I think it would be fair to say that ICMP echo to easy-to-remember internet resources is tolerated, but not encouraged, and is probably not a good idea unless one knows and very well understands the implications of failure (or success!) modes that don’t match the conditions that are expected. Terrible monitoring is easy; good monitoring is quite difficult.
It is reasonable to expect operators of systems designed for one type of service to quickly rate-limit or entirely filter non-critical alternate capabilities in the event of resource exhaustion or other type of risk to the primary service - this applies to web severs, DNS servers, NTP servers, etc. Also, choosing as an indicator a response from a protocol such as ICMP echo/reply which has had a historical risk of flooding attacks and which may have rapid clamping of traffic seems to be also a large check mark in the “do not use” column. ICMP echo stands real risks of not providing expected results for reasons that are known only to the target operator, and which do not take your non-obvious intentions into consideration.

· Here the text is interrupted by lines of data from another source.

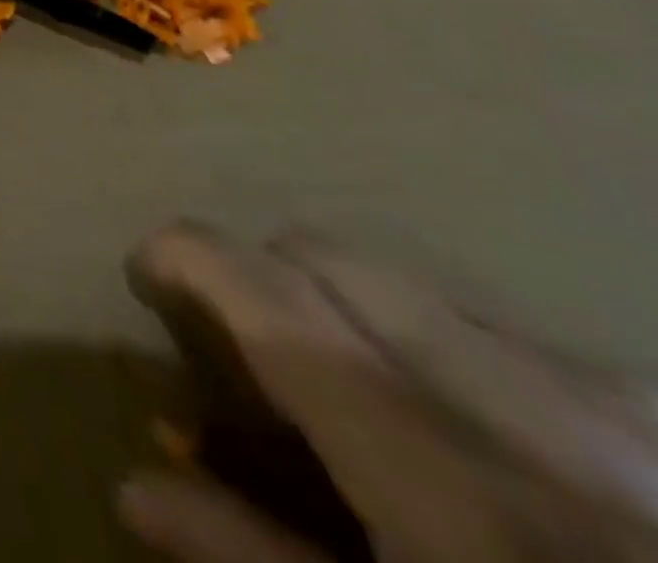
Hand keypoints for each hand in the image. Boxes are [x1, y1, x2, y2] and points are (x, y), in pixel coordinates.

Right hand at [119, 223, 657, 562]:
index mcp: (440, 465)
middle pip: (329, 257)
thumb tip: (134, 486)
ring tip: (358, 403)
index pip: (263, 287)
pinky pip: (517, 338)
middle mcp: (522, 404)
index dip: (182, 257)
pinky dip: (451, 354)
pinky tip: (486, 446)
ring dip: (351, 315)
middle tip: (242, 350)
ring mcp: (618, 411)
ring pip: (420, 288)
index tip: (144, 278)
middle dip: (260, 278)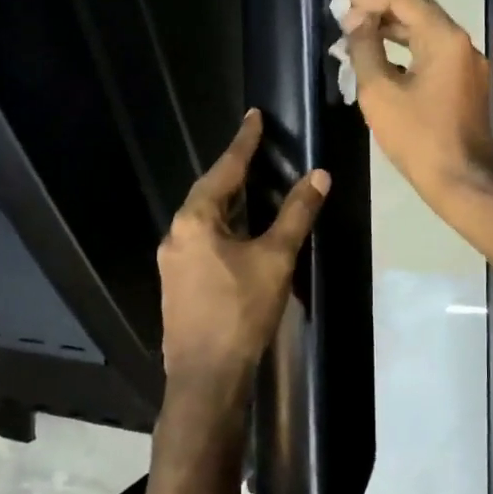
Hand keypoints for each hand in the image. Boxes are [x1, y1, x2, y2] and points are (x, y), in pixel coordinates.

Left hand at [157, 110, 329, 424]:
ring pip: (205, 219)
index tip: (254, 116)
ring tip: (253, 187)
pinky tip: (241, 235)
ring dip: (230, 201)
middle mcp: (177, 234)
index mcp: (195, 220)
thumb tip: (318, 176)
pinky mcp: (179, 284)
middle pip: (210, 192)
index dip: (244, 143)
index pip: (224, 170)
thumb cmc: (241, 311)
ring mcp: (173, 261)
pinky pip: (203, 240)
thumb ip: (296, 214)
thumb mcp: (275, 258)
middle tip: (256, 150)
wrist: (206, 377)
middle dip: (234, 171)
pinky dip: (225, 227)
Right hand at [343, 0, 492, 205]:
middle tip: (349, 20)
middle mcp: (464, 45)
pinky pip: (437, 57)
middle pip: (420, 13)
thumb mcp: (379, 92)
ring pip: (429, 36)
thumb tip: (356, 20)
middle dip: (383, 12)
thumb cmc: (418, 137)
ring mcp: (470, 67)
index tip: (343, 2)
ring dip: (396, 33)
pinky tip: (387, 65)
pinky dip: (411, 53)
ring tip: (362, 39)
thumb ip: (365, 49)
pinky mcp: (469, 87)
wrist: (462, 182)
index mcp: (445, 39)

More central to the issue: “The Prudent Mariner never relies solely on any single aid to navigation” (hi, Ken!) is an applicable quote here. Nothing is immune from interruption of service, especially as it becomes more distant from your administrative control. I see all too often people using ICMP to a nameserver, or a query to a nameserver, or a socket request to port 80 of some well-known name as the only method utilized for determining if a larger set of systems are available. This is not typically a good idea. I shudder to think what would happen if certain well-known domains were to be unavailable due to one of a dozen different potential failure cases. There are far too many poorly-written stacks that assume some singular conditions are “impossible” unless as a result of local failure, and that always ends in sadness and late nights spent writing root-cause analysis reports.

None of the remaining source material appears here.